Often when I have conversations with someone they ask me, “What kind of diet do I follow?” As if I am supposed to label the kind of nutrition I consume. Well my friends I have something important to tell you. Save your breath if we haven’t had the ‘nutrition talk’ yet. I do not belong to any type of pigeonhole.
I respect many different nutritional frameworks because I feel that many of them have much to offer. There is always something to learn from the different perspectives. But labeling myself as one or the other implies that I’m restricted to something.
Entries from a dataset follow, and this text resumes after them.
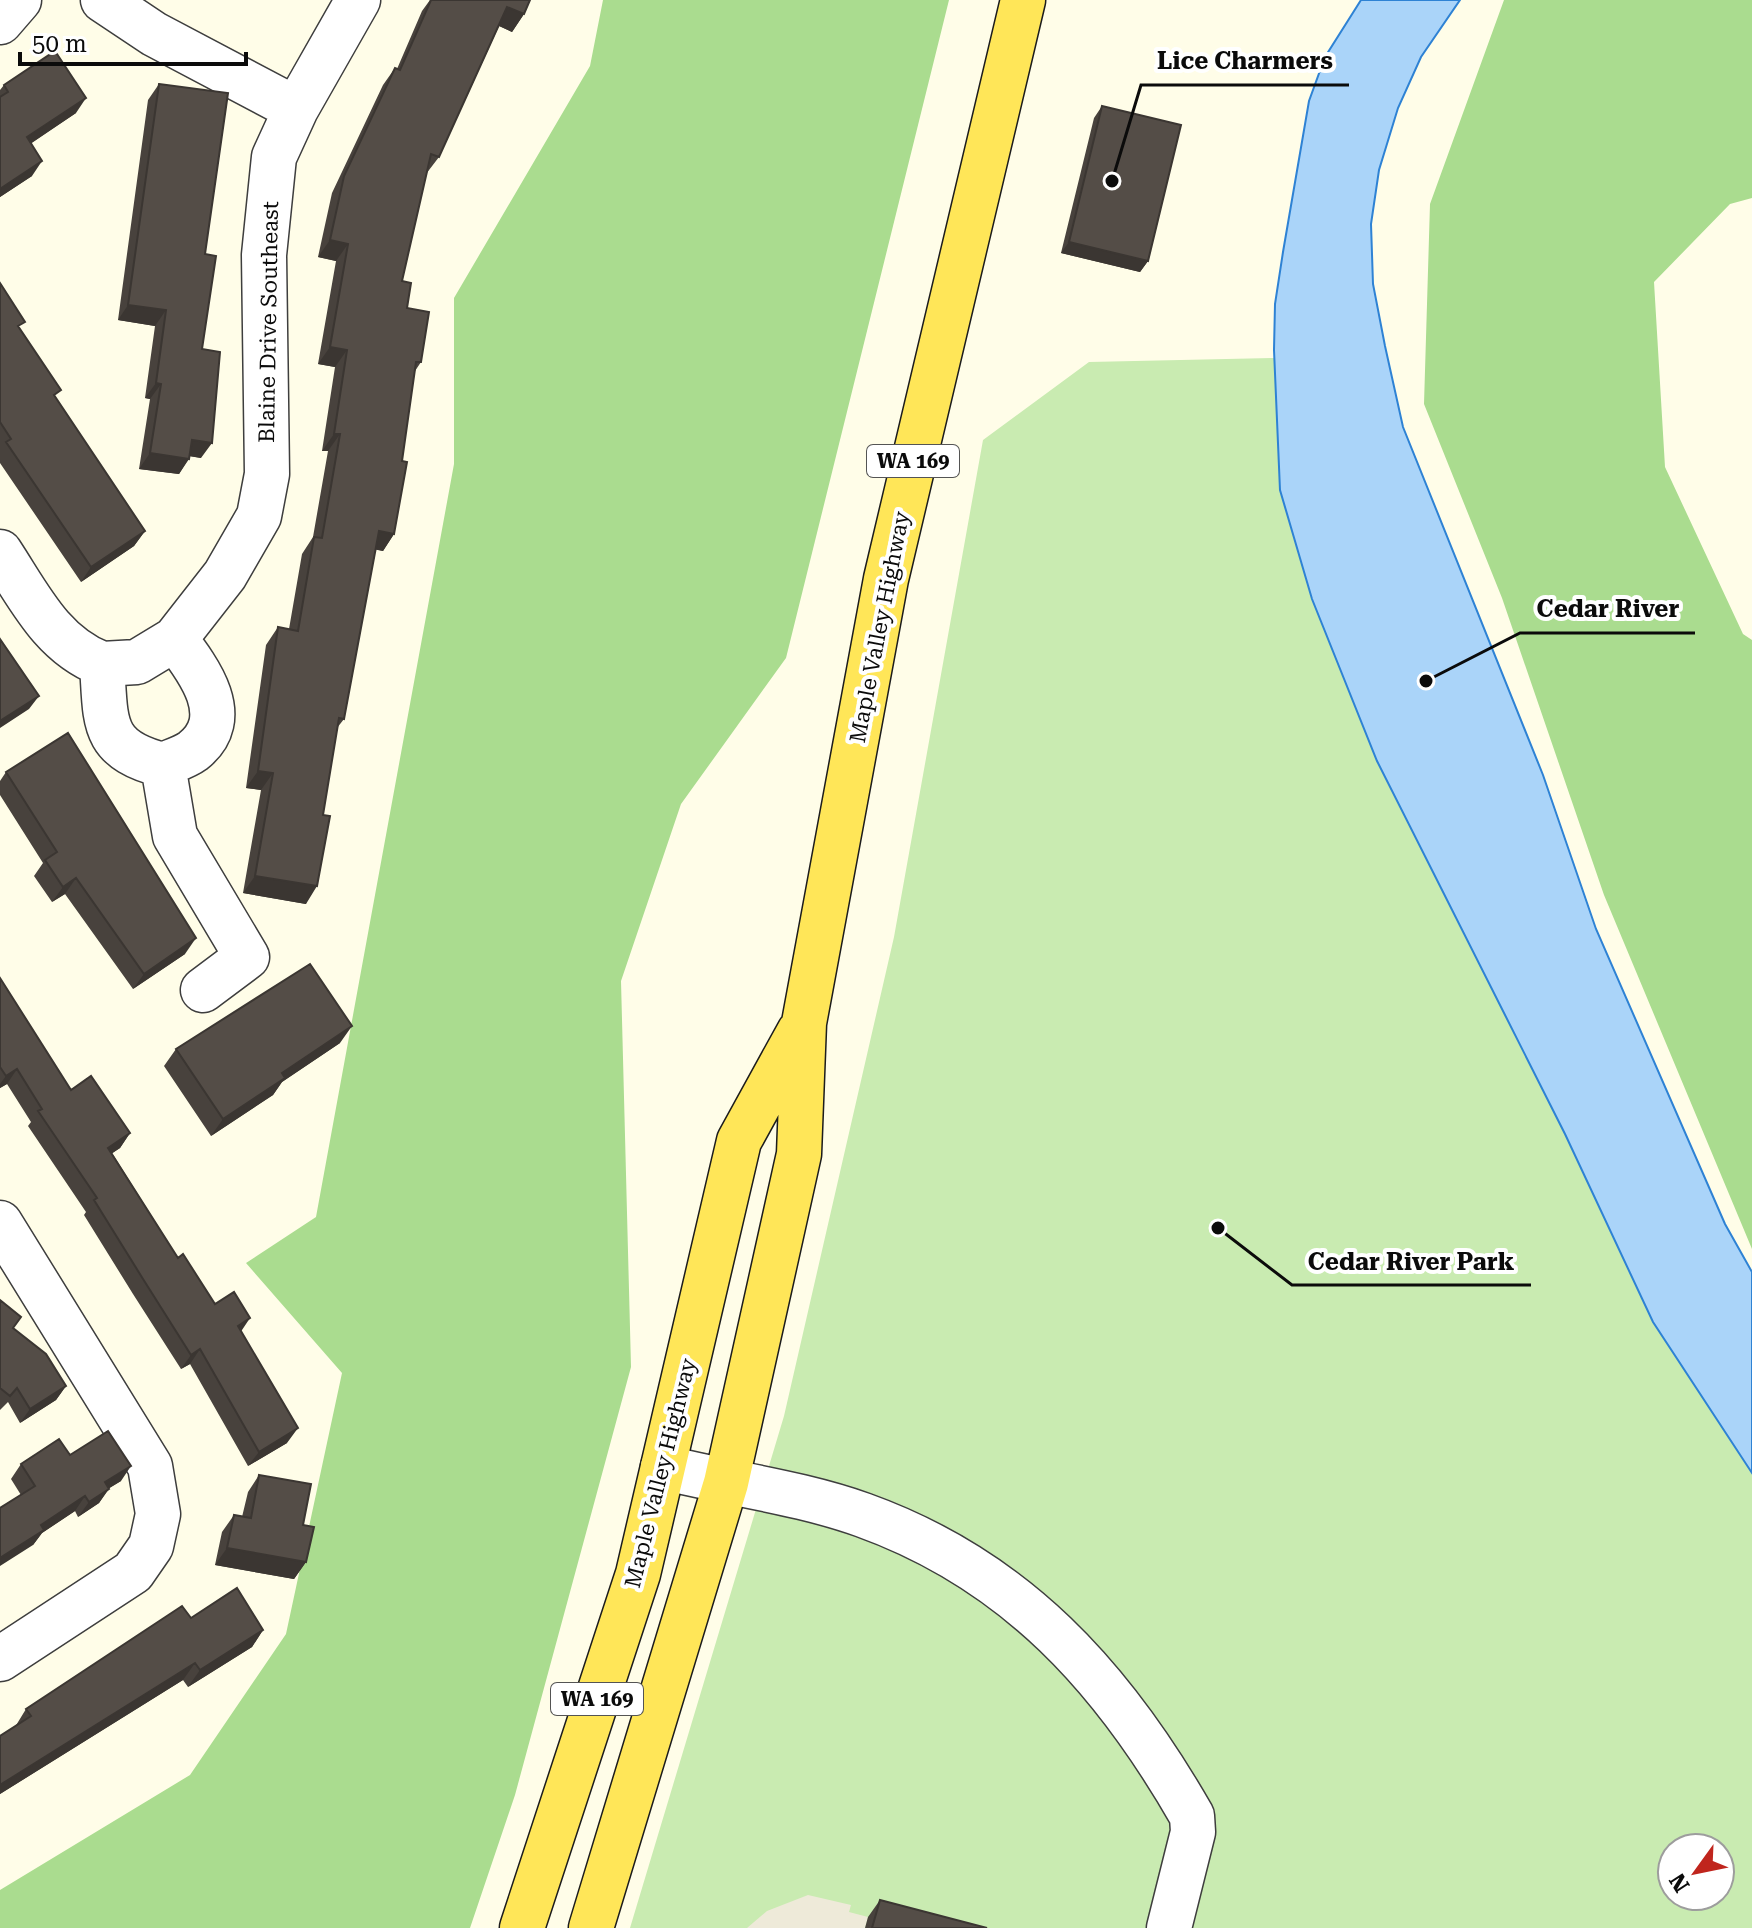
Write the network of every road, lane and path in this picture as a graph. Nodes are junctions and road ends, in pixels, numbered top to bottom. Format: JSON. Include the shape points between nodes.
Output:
{"nodes":[{"id":1,"x":19,"y":0,"type":"edge"},
{"id":2,"x":103,"y":0,"type":"edge"},
{"id":3,"x":358,"y":0,"type":"edge"},
{"id":4,"x":1023,"y":0,"type":"edge"},
{"id":5,"x":0,"y":22,"type":"edge"},
{"id":6,"x":296,"y":109,"type":"junction"},
{"id":7,"x":0,"y":552,"type":"edge"},
{"id":8,"x":175,"y":639,"type":"junction"},
{"id":9,"x":102,"y":664,"type":"junction"},
{"id":10,"x":163,"y":765,"type":"junction"},
{"id":11,"x":203,"y":990,"type":"dead end"},
{"id":12,"x":804,"y":1023,"type":"junction"},
{"id":13,"x":3,"y":1234,"type":"edge"},
{"id":14,"x":663,"y":1467,"type":"junction"},
{"id":15,"x":726,"y":1483,"type":"junction"},
{"id":16,"x":0,"y":1659,"type":"edge"},
{"id":17,"x":522,"y":1928,"type":"edge"},
{"id":18,"x":591,"y":1928,"type":"edge"},
{"id":19,"x":1169,"y":1928,"type":"edge"}],
"edges":[{"from":1,"to":5,"type":"street"},
{"from":2,"to":6,"type":"street","via":[[154,34]]},
{"from":3,"to":6,"type":"street","name":"Blaine Drive Southeast"},
{"from":4,"to":12,"type":"main road","name":"Maple Valley Highway","number":"WA 169","via":[[886,579]]},
{"from":6,"to":8,"type":"street","name":"Blaine Drive Southeast","via":[[274,157],[267,201],[267,474],[259,516],[225,575]]},
{"from":7,"to":9,"type":"street","via":[[51,629],[76,654]]},
{"from":8,"to":9,"type":"street","name":"Blaine Drive Southeast","via":[[137,662]]},
{"from":8,"to":10,"type":"street","via":[[212,699],[210,727],[193,751]]},
{"from":9,"to":10,"type":"street","via":[[112,739],[134,758]]},
{"from":10,"to":11,"type":"street","via":[[175,836],[247,957]]},
{"from":12,"to":14,"type":"main road","name":"Maple Valley Highway","number":"WA 169","via":[[739,1141]]},
{"from":12,"to":15,"type":"main road","name":"Maple Valley Highway","number":"WA 169","via":[[799,1154]]},
{"from":13,"to":16,"type":"street","via":[[150,1466],[158,1514],[151,1546],[133,1572]]},
{"from":14,"to":15,"type":"street"},
{"from":14,"to":17,"type":"main road","name":"Maple Valley Highway","number":"WA 169","via":[[638,1574]]},
{"from":15,"to":18,"type":"main road","name":"Maple Valley Highway","number":"WA 169"},
{"from":15,"to":19,"type":"street","via":[[862,1515],[917,1538],[1035,1612],[1101,1683],[1192,1816],[1190,1847]]}]}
I see this type of branding when people ‘feel’ they have plateaued or stalled progress. I’m often told, “I’m going gluten free because I haven’t lost any weight in a month.” “I read that eating too much protein is bad so I’m going vegan to help me lose weight.” “I’m allergic to processed food so I’m going paleo.”
Why do we do this?
I don’t think we understand that placing ourselves in a nutritional niche is powerful. They may make us feel like we fit in, and that feeling helps us commit, which is good... at first. But these labels can also make us barricade ourselves from different ideas and possibilities, which is bad.
Attaching to a label takes out your ability to practice critical thinking.
So, if you say "I'm paleo" or if your bio contains the acronym of your special diet, then what you're really saying is, "I define myself by what goes in my mouth, and I prefer to connect with people who eat how I eat." Again, it's all about fitting in and feeling like part of a club.
But why not be a person who's smart enough to try different things and assess the results? You don't need a label to do that. Be open to the possibility that more than one dietary strategy will work. And your commitment to it doesn't have to become your identity.
Examine different nutritional constructs. Even the ones you're skeptical about. Test them with honest intentions. Make room in your nutritional toolbox so that you can pull from it for the rest of your life. Be about the results, not the labels.